What to produce -> Write out all entries word for word.

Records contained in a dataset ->
+===+

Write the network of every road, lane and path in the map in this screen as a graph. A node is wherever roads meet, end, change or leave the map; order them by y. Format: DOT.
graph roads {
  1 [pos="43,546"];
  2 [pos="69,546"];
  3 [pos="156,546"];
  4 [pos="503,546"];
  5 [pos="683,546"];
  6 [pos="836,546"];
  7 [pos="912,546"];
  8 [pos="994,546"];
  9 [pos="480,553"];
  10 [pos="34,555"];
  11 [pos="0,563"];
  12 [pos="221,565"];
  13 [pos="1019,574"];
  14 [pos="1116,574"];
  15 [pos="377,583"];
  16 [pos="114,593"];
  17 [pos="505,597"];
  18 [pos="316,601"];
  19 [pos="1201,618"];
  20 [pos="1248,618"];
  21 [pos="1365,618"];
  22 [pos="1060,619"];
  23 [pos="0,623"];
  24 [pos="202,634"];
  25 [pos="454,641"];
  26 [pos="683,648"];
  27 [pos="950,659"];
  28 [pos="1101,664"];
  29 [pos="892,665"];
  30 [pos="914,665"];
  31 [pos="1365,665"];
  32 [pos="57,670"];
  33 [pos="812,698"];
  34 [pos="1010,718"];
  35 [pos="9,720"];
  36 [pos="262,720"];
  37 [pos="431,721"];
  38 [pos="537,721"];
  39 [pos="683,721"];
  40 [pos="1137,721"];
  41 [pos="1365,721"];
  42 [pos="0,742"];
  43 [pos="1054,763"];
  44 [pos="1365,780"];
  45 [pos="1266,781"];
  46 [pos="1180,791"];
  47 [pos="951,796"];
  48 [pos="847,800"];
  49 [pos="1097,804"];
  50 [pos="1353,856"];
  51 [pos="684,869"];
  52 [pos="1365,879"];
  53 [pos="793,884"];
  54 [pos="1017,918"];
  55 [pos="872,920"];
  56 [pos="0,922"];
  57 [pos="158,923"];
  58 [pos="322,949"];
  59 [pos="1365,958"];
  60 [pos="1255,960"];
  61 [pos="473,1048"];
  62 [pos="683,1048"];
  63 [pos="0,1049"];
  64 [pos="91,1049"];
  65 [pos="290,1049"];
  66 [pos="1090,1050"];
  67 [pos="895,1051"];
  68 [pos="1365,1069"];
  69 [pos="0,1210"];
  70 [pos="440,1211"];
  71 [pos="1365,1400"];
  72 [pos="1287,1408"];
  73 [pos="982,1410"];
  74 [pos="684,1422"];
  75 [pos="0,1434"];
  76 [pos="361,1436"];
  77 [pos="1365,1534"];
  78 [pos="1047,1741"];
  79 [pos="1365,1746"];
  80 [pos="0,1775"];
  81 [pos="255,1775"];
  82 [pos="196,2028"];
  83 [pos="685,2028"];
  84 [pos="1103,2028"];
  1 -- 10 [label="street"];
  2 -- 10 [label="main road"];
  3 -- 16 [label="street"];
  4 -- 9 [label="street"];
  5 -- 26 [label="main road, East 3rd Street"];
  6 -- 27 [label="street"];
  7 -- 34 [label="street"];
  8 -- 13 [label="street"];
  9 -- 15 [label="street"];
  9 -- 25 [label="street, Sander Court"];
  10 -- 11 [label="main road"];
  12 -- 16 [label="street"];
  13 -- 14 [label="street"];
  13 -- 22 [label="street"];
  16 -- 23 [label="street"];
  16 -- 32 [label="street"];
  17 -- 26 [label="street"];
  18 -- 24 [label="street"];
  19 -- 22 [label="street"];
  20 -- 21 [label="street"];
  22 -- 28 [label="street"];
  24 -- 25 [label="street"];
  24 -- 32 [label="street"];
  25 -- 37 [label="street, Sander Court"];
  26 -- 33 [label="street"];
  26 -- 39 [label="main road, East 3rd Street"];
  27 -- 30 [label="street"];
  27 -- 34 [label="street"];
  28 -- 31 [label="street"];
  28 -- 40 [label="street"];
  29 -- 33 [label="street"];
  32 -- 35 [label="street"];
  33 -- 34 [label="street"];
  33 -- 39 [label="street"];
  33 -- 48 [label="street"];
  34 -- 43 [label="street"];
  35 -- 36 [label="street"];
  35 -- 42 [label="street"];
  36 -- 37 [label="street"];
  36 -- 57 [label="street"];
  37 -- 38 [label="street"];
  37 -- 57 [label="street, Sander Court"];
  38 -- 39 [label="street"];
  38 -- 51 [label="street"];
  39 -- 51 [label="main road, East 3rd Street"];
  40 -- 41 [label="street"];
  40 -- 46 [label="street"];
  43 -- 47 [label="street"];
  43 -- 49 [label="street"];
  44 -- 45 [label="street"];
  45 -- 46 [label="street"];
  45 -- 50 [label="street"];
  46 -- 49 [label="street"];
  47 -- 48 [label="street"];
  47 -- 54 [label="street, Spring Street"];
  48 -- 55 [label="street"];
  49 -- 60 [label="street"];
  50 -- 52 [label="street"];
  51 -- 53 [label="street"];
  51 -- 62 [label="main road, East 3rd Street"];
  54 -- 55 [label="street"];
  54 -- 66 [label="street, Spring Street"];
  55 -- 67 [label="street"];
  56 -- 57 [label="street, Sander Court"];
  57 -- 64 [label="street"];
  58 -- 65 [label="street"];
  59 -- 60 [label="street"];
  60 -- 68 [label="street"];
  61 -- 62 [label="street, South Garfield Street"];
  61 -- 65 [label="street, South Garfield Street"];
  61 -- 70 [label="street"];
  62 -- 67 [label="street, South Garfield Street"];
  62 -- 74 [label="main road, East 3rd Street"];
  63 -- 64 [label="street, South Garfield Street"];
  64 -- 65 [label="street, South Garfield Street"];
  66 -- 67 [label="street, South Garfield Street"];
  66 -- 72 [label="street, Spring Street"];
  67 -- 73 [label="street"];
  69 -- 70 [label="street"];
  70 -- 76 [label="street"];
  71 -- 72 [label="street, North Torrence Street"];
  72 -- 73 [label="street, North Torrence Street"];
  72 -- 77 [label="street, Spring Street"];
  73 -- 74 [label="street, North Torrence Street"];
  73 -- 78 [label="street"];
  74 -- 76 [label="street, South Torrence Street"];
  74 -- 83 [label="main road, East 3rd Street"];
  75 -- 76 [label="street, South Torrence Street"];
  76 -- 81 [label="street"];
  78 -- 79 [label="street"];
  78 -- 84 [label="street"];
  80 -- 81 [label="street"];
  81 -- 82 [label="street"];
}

+===+

Answer section ->
Write the network of every road, lane and path in the map in this screen as a graph. A node is wherever roads meet, end, change or leave the map; order them by y. Format: DOT.
graph roads {
  1 [pos="43,546"];
  2 [pos="69,546"];
  3 [pos="156,546"];
  4 [pos="503,546"];
  5 [pos="683,546"];
  6 [pos="836,546"];
  7 [pos="912,546"];
  8 [pos="994,546"];
  9 [pos="480,553"];
  10 [pos="34,555"];
  11 [pos="0,563"];
  12 [pos="221,565"];
  13 [pos="1019,574"];
  14 [pos="1116,574"];
  15 [pos="377,583"];
  16 [pos="114,593"];
  17 [pos="505,597"];
  18 [pos="316,601"];
  19 [pos="1201,618"];
  20 [pos="1248,618"];
  21 [pos="1365,618"];
  22 [pos="1060,619"];
  23 [pos="0,623"];
  24 [pos="202,634"];
  25 [pos="454,641"];
  26 [pos="683,648"];
  27 [pos="950,659"];
  28 [pos="1101,664"];
  29 [pos="892,665"];
  30 [pos="914,665"];
  31 [pos="1365,665"];
  32 [pos="57,670"];
  33 [pos="812,698"];
  34 [pos="1010,718"];
  35 [pos="9,720"];
  36 [pos="262,720"];
  37 [pos="431,721"];
  38 [pos="537,721"];
  39 [pos="683,721"];
  40 [pos="1137,721"];
  41 [pos="1365,721"];
  42 [pos="0,742"];
  43 [pos="1054,763"];
  44 [pos="1365,780"];
  45 [pos="1266,781"];
  46 [pos="1180,791"];
  47 [pos="951,796"];
  48 [pos="847,800"];
  49 [pos="1097,804"];
  50 [pos="1353,856"];
  51 [pos="684,869"];
  52 [pos="1365,879"];
  53 [pos="793,884"];
  54 [pos="1017,918"];
  55 [pos="872,920"];
  56 [pos="0,922"];
  57 [pos="158,923"];
  58 [pos="322,949"];
  59 [pos="1365,958"];
  60 [pos="1255,960"];
  61 [pos="473,1048"];
  62 [pos="683,1048"];
  63 [pos="0,1049"];
  64 [pos="91,1049"];
  65 [pos="290,1049"];
  66 [pos="1090,1050"];
  67 [pos="895,1051"];
  68 [pos="1365,1069"];
  69 [pos="0,1210"];
  70 [pos="440,1211"];
  71 [pos="1365,1400"];
  72 [pos="1287,1408"];
  73 [pos="982,1410"];
  74 [pos="684,1422"];
  75 [pos="0,1434"];
  76 [pos="361,1436"];
  77 [pos="1365,1534"];
  78 [pos="1047,1741"];
  79 [pos="1365,1746"];
  80 [pos="0,1775"];
  81 [pos="255,1775"];
  82 [pos="196,2028"];
  83 [pos="685,2028"];
  84 [pos="1103,2028"];
  1 -- 10 [label="street"];
  2 -- 10 [label="main road"];
  3 -- 16 [label="street"];
  4 -- 9 [label="street"];
  5 -- 26 [label="main road, East 3rd Street"];
  6 -- 27 [label="street"];
  7 -- 34 [label="street"];
  8 -- 13 [label="street"];
  9 -- 15 [label="street"];
  9 -- 25 [label="street, Sander Court"];
  10 -- 11 [label="main road"];
  12 -- 16 [label="street"];
  13 -- 14 [label="street"];
  13 -- 22 [label="street"];
  16 -- 23 [label="street"];
  16 -- 32 [label="street"];
  17 -- 26 [label="street"];
  18 -- 24 [label="street"];
  19 -- 22 [label="street"];
  20 -- 21 [label="street"];
  22 -- 28 [label="street"];
  24 -- 25 [label="street"];
  24 -- 32 [label="street"];
  25 -- 37 [label="street, Sander Court"];
  26 -- 33 [label="street"];
  26 -- 39 [label="main road, East 3rd Street"];
  27 -- 30 [label="street"];
  27 -- 34 [label="street"];
  28 -- 31 [label="street"];
  28 -- 40 [label="street"];
  29 -- 33 [label="street"];
  32 -- 35 [label="street"];
  33 -- 34 [label="street"];
  33 -- 39 [label="street"];
  33 -- 48 [label="street"];
  34 -- 43 [label="street"];
  35 -- 36 [label="street"];
  35 -- 42 [label="street"];
  36 -- 37 [label="street"];
  36 -- 57 [label="street"];
  37 -- 38 [label="street"];
  37 -- 57 [label="street, Sander Court"];
  38 -- 39 [label="street"];
  38 -- 51 [label="street"];
  39 -- 51 [label="main road, East 3rd Street"];
  40 -- 41 [label="street"];
  40 -- 46 [label="street"];
  43 -- 47 [label="street"];
  43 -- 49 [label="street"];
  44 -- 45 [label="street"];
  45 -- 46 [label="street"];
  45 -- 50 [label="street"];
  46 -- 49 [label="street"];
  47 -- 48 [label="street"];
  47 -- 54 [label="street, Spring Street"];
  48 -- 55 [label="street"];
  49 -- 60 [label="street"];
  50 -- 52 [label="street"];
  51 -- 53 [label="street"];
  51 -- 62 [label="main road, East 3rd Street"];
  54 -- 55 [label="street"];
  54 -- 66 [label="street, Spring Street"];
  55 -- 67 [label="street"];
  56 -- 57 [label="street, Sander Court"];
  57 -- 64 [label="street"];
  58 -- 65 [label="street"];
  59 -- 60 [label="street"];
  60 -- 68 [label="street"];
  61 -- 62 [label="street, South Garfield Street"];
  61 -- 65 [label="street, South Garfield Street"];
  61 -- 70 [label="street"];
  62 -- 67 [label="street, South Garfield Street"];
  62 -- 74 [label="main road, East 3rd Street"];
  63 -- 64 [label="street, South Garfield Street"];
  64 -- 65 [label="street, South Garfield Street"];
  66 -- 67 [label="street, South Garfield Street"];
  66 -- 72 [label="street, Spring Street"];
  67 -- 73 [label="street"];
  69 -- 70 [label="street"];
  70 -- 76 [label="street"];
  71 -- 72 [label="street, North Torrence Street"];
  72 -- 73 [label="street, North Torrence Street"];
  72 -- 77 [label="street, Spring Street"];
  73 -- 74 [label="street, North Torrence Street"];
  73 -- 78 [label="street"];
  74 -- 76 [label="street, South Torrence Street"];
  74 -- 83 [label="main road, East 3rd Street"];
  75 -- 76 [label="street, South Torrence Street"];
  76 -- 81 [label="street"];
  78 -- 79 [label="street"];
  78 -- 84 [label="street"];
  80 -- 81 [label="street"];
  81 -- 82 [label="street"];
}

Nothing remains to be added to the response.